NHKのラジオ深夜便、ラジオ関係者なら常識になっているのですが、番組としては60才代以上の最大のキラーコンテンツとなっています。
ご案内のように、ラジオ深夜便という月刊誌が毎月10万部以上売れているとすれば、これは十分放送のビジネスモデルを形作ることができるでしょう。
FM雑誌の項でも書きましたが、放送ー雑誌ークライアント(シニア・ターゲット)のトライアングルが見事にできていると考えていいでしょう。
これが民放の番組だったら、このモデルはマーケティングの問題としてもっと取り上げられるのですが、何故かNHKは本格的なビジネス素材として「ラジオ深夜便」を話題にはしません。


NHKは基本的に番組と企業のタイアップを積極的には行わないのです。
ある企業のために、番組を使うのはご法度、多分そういう考え方なのでしょう。
私の知人に、ラジオ深夜便に関わっている人がいるのですが、民放なら当たり前のように流れているタイアップ的情報を、NHKは一切取り扱わないのだと言っていました。
それぐらいいいじゃないかと思われることでも、何らかの必然性や公共的な使命と関わらない限り、勝手なプロモーションはさせてもらえないのです。
お役所と同じなんですね、前例のないことはダメ、早い話山口百恵の「真っ赤なポルシェ→真っ赤な車」という言い換えが笑い話でないのと同質な話です。

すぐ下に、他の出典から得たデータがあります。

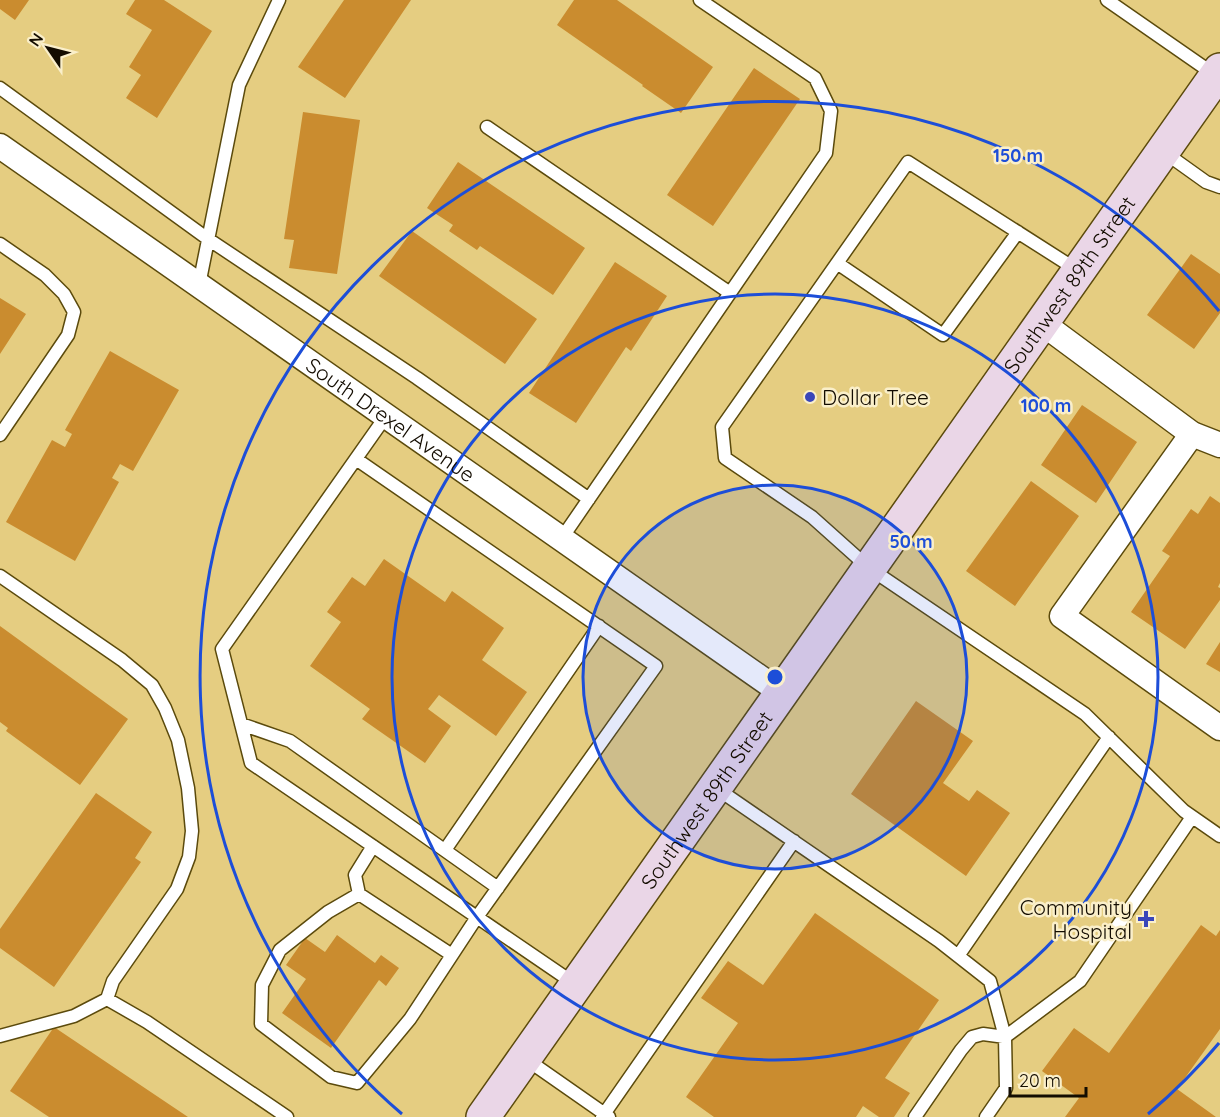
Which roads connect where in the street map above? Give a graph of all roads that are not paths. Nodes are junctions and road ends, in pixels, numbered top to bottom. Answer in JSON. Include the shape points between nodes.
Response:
{"nodes":[{"id":1,"x":279,"y":0,"type":"edge"},
{"id":2,"x":700,"y":0,"type":"edge"},
{"id":3,"x":1107,"y":0,"type":"edge"},
{"id":4,"x":1218,"y":73,"type":"edge"},
{"id":5,"x":0,"y":88,"type":"edge"},
{"id":6,"x":487,"y":127,"type":"dead end"},
{"id":7,"x":0,"y":146,"type":"edge"},
{"id":8,"x":1163,"y":151,"type":"junction"},
{"id":9,"x":1220,"y":188,"type":"edge"},
{"id":10,"x":1018,"y":232,"type":"junction"},
{"id":11,"x":208,"y":239,"type":"junction"},
{"id":12,"x":0,"y":244,"type":"edge"},
{"id":13,"x":837,"y":263,"type":"junction"},
{"id":14,"x":1079,"y":271,"type":"junction"},
{"id":15,"x":199,"y":285,"type":"junction"},
{"id":16,"x":730,"y":293,"type":"junction"},
{"id":17,"x":1042,"y":323,"type":"junction"},
{"id":18,"x":386,"y":416,"type":"junction"},
{"id":19,"x":1192,"y":434,"type":"junction"},
{"id":20,"x":0,"y":435,"type":"edge"},
{"id":21,"x":1220,"y":445,"type":"edge"},
{"id":22,"x":356,"y":459,"type":"junction"},
{"id":23,"x":589,"y":499,"type":"junction"},
{"id":24,"x":562,"y":538,"type":"junction"},
{"id":25,"x":869,"y":568,"type":"junction"},
{"id":26,"x":0,"y":576,"type":"edge"},
{"id":27,"x":599,"y":626,"type":"junction"},
{"id":28,"x":782,"y":693,"type":"junction"},
{"id":29,"x":241,"y":724,"type":"junction"},
{"id":30,"x":1220,"y":728,"type":"edge"},
{"id":31,"x":1109,"y":737,"type":"junction"},
{"id":32,"x":715,"y":788,"type":"junction"},
{"id":33,"x":1192,"y":817,"type":"junction"},
{"id":34,"x":1220,"y":836,"type":"edge"},
{"id":35,"x":794,"y":841,"type":"junction"},
{"id":36,"x":373,"y":846,"type":"junction"},
{"id":37,"x":445,"y":850,"type":"junction"},
{"id":38,"x":498,"y":888,"type":"junction"},
{"id":39,"x":359,"y":894,"type":"junction"},
{"id":40,"x":477,"y":917,"type":"junction"},
{"id":41,"x":452,"y":956,"type":"junction"},
{"id":42,"x":958,"y":956,"type":"junction"},
{"id":43,"x":576,"y":985,"type":"junction"},
{"id":44,"x":107,"y":999,"type":"junction"},
{"id":45,"x":0,"y":1036,"type":"edge"},
{"id":46,"x":1005,"y":1037,"type":"junction"},
{"id":47,"x":525,"y":1058,"type":"junction"},
{"id":48,"x":605,"y":1116,"type":"edge"},
{"id":49,"x":287,"y":1117,"type":"edge"},
{"id":50,"x":483,"y":1117,"type":"edge"},
{"id":51,"x":915,"y":1117,"type":"edge"},
{"id":52,"x":986,"y":1117,"type":"edge"}],
"edges":[{"from":1,"to":11,"type":"lane","via":[[238,85]]},
{"from":2,"to":16,"type":"lane","via":[[815,78],[831,111],[826,153]]},
{"from":3,"to":4,"type":"lane"},
{"from":4,"to":8,"type":"main road","name":"Southwest 89th Street"},
{"from":5,"to":11,"type":"lane"},
{"from":6,"to":16,"type":"lane"},
{"from":7,"to":15,"type":"street","name":"South Drexel Avenue"},
{"from":8,"to":9,"type":"lane"},
{"from":8,"to":14,"type":"main road","name":"Southwest 89th Street"},
{"from":10,"to":13,"type":"lane","via":[[908,162]]},
{"from":10,"to":13,"type":"lane","via":[[943,335]]},
{"from":10,"to":14,"type":"lane"},
{"from":11,"to":15,"type":"lane"},
{"from":11,"to":23,"type":"lane"},
{"from":12,"to":20,"type":"lane","via":[[45,275],[64,294],[74,312],[68,335]]},
{"from":13,"to":25,"type":"lane","via":[[722,427],[725,458],[812,517]]},
{"from":14,"to":17,"type":"main road","name":"Southwest 89th Street"},
{"from":15,"to":18,"type":"street","name":"South Drexel Avenue"},
{"from":16,"to":23,"type":"lane"},
{"from":17,"to":19,"type":"street"},
{"from":17,"to":25,"type":"main road","name":"Southwest 89th Street"},
{"from":18,"to":22,"type":"lane"},
{"from":18,"to":24,"type":"street","name":"South Drexel Avenue"},
{"from":19,"to":21,"type":"street"},
{"from":19,"to":30,"type":"street","via":[[1062,616]]},
{"from":22,"to":27,"type":"lane"},
{"from":22,"to":29,"type":"lane","via":[[222,649]]},
{"from":23,"to":24,"type":"lane"},
{"from":24,"to":28,"type":"street","name":"South Drexel Avenue"},
{"from":25,"to":28,"type":"main road","name":"Southwest 89th Street"},
{"from":25,"to":31,"type":"lane","via":[[1085,714]]},
{"from":26,"to":44,"type":"lane","via":[[152,685],[178,740],[188,788],[192,831],[189,857],[177,889],[113,981]]},
{"from":27,"to":37,"type":"lane"},
{"from":27,"to":38,"type":"lane","via":[[656,666]]},
{"from":28,"to":32,"type":"main road","name":"Southwest 89th Street"},
{"from":29,"to":36,"type":"lane","via":[[251,763]]},
{"from":29,"to":37,"type":"lane","via":[[290,741]]},
{"from":31,"to":33,"type":"lane"},
{"from":31,"to":42,"type":"lane"},
{"from":32,"to":35,"type":"lane"},
{"from":32,"to":43,"type":"main road","name":"Southwest 89th Street"},
{"from":33,"to":34,"type":"lane"},
{"from":33,"to":46,"type":"lane","via":[[1080,981]]},
{"from":35,"to":42,"type":"lane"},
{"from":35,"to":48,"type":"lane"},
{"from":36,"to":39,"type":"lane","via":[[355,875]]},
{"from":36,"to":40,"type":"lane"},
{"from":37,"to":38,"type":"lane"},
{"from":38,"to":40,"type":"lane"},
{"from":39,"to":41,"type":"lane"},
{"from":39,"to":41,"type":"lane","via":[[328,912],[280,950],[262,986],[261,1024],[331,1077],[357,1083],[410,1019]]},
{"from":40,"to":41,"type":"lane"},
{"from":40,"to":43,"type":"lane"},
{"from":42,"to":46,"type":"lane","via":[[990,981]]},
{"from":43,"to":47,"type":"main road","name":"Southwest 89th Street"},
{"from":44,"to":45,"type":"lane","via":[[74,1016]]},
{"from":44,"to":49,"type":"lane"},
{"from":46,"to":51,"type":"lane","via":[[972,1037]]},
{"from":46,"to":52,"type":"lane","via":[[1006,1088]]},
{"from":47,"to":48,"type":"lane"},
{"from":47,"to":50,"type":"main road","name":"Southwest 89th Street"}]}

NHKはそれぐらいであっていい、私はそう思いますが、もうちょっと何とかならないのかなあと言っている業界関係者は多いようですね。
そういうことで、ラジオ深夜便は、雑誌などでひそかにビジネスとして成り立っているらしいのですが、それは声高に語られることはありません。
FM雑誌のように、「ラジオ深夜便」を特集した雑誌が発刊されれば、あるいは健康関係の雑誌(「壮快」や「健康」など)にラジオ深夜便のページができれば、そこそこ話題になるかもしれません。
今、テレビやラジオで、どれだけの健康関係(それもシニア向け)のCMが流れているかを考えれば、深夜便さえOKを出せば、一時期のFM雑誌のような賑わいを見せるのではないかと。


ま、多分、NHKはOKを出さないでしょうけどね。


じゃ、民放がラジオ深夜便みたいなものをやればいいのにと思いますが、やはり全国放送のNHKラジオにはかなわないようです。
NHKだって、元々は単なる時間つぶし、フィラー代わりに流していただけで、こんなに当たるとは考えていなかったわけで、意識してやるようなものではなかったようです。
ラジオ深夜便みたいな番組、今も実際に民放で流れていますが、帯でやっている局はありません。
これ、帯でやるからいいんです。
せめて1時から6時まで、それぐらいやらないとシニアは聞いてくれません。
ラジオ深夜便に不満を持つ、シニア、私の周りにも何人かいます。
もっとこうしてほしい、この時間はできればこういう内容にしてほしいという要望、NHKにも多く届いているはずですが、局としては新しいコーナーを作る気もなければ、新規投資をする気もないというところではないでしょうか。
何か突発的なことが起こった時のフィラー番組という位置づけは今も変わっていないと思います。
たまにやるリスナーとの集いが精一杯なんでしょうね。


ということで、ラジオ深夜便に挑戦しようという民放局、もしあるとしたら、絶対毎日の帯番組にすることをお勧めします。
シニアには、土曜も日曜もあまり関係ないのです。
のんびりと自分と一緒に流れていく時間を共有してくれればいいのです。
ほしいのは、人の息吹といいうか、人の身体のぬくもりというか。
もはや、夜の12時から朝の6時までは、聴取率調査の対象ではないのでしょう?
何やってもいいのなら、ぜひシニア向けののんびりした番組を流してみたらどうですか?
文字通り、ラジオの復権ということになるかもしれませんよ。